### DATA UNDER STUDY
-=-=-=-=-
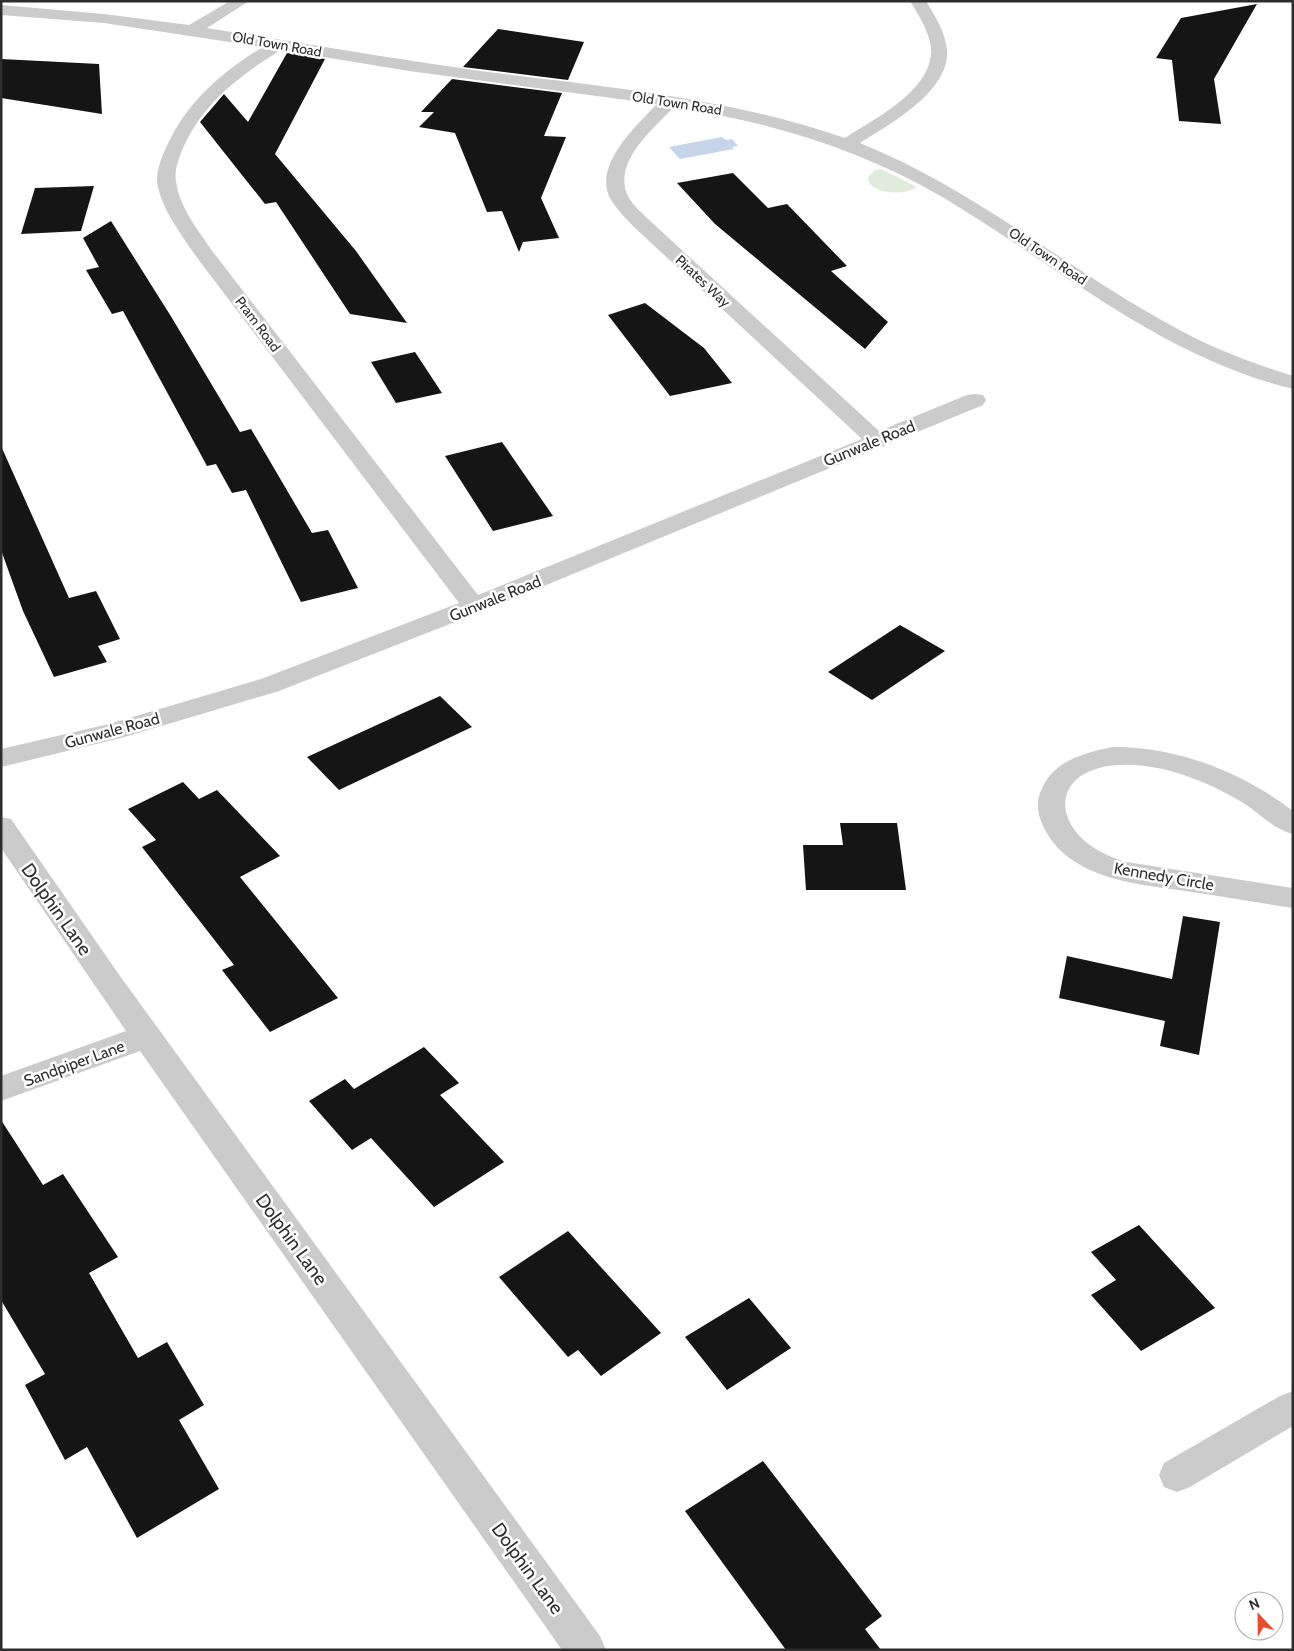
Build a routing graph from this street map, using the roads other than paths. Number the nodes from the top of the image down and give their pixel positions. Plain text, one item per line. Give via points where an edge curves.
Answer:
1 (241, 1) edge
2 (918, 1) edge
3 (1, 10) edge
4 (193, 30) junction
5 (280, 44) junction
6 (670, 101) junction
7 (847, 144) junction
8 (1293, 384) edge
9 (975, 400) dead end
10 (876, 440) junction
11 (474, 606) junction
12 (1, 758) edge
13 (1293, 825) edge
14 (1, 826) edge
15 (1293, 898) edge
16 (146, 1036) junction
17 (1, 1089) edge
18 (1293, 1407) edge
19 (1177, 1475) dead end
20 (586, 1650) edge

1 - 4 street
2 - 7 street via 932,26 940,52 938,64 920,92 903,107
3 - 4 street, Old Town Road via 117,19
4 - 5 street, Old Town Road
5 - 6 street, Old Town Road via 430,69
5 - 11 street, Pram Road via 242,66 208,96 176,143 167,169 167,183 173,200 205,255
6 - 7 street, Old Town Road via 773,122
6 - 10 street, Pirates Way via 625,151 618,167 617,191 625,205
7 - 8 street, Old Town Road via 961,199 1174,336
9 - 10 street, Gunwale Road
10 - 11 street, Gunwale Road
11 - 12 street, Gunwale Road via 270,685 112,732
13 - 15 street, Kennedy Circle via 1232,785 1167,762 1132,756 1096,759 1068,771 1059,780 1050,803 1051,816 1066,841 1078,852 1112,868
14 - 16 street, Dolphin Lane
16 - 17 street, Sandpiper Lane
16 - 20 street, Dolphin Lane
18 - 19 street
-=-=-=-=-
### EXERCISE AIM
Working from the listing above, retype it exactly but include no images.

### RESPONSE
Build a routing graph from this street map, using the roads other than paths. Number the nodes from the top of the image down and give their pixel positions. Plain text, one item per line. Give via points where an edge curves.
Answer:
1 (241, 1) edge
2 (918, 1) edge
3 (1, 10) edge
4 (193, 30) junction
5 (280, 44) junction
6 (670, 101) junction
7 (847, 144) junction
8 (1293, 384) edge
9 (975, 400) dead end
10 (876, 440) junction
11 (474, 606) junction
12 (1, 758) edge
13 (1293, 825) edge
14 (1, 826) edge
15 (1293, 898) edge
16 (146, 1036) junction
17 (1, 1089) edge
18 (1293, 1407) edge
19 (1177, 1475) dead end
20 (586, 1650) edge

1 - 4 street
2 - 7 street via 932,26 940,52 938,64 920,92 903,107
3 - 4 street, Old Town Road via 117,19
4 - 5 street, Old Town Road
5 - 6 street, Old Town Road via 430,69
5 - 11 street, Pram Road via 242,66 208,96 176,143 167,169 167,183 173,200 205,255
6 - 7 street, Old Town Road via 773,122
6 - 10 street, Pirates Way via 625,151 618,167 617,191 625,205
7 - 8 street, Old Town Road via 961,199 1174,336
9 - 10 street, Gunwale Road
10 - 11 street, Gunwale Road
11 - 12 street, Gunwale Road via 270,685 112,732
13 - 15 street, Kennedy Circle via 1232,785 1167,762 1132,756 1096,759 1068,771 1059,780 1050,803 1051,816 1066,841 1078,852 1112,868
14 - 16 street, Dolphin Lane
16 - 17 street, Sandpiper Lane
16 - 20 street, Dolphin Lane
18 - 19 street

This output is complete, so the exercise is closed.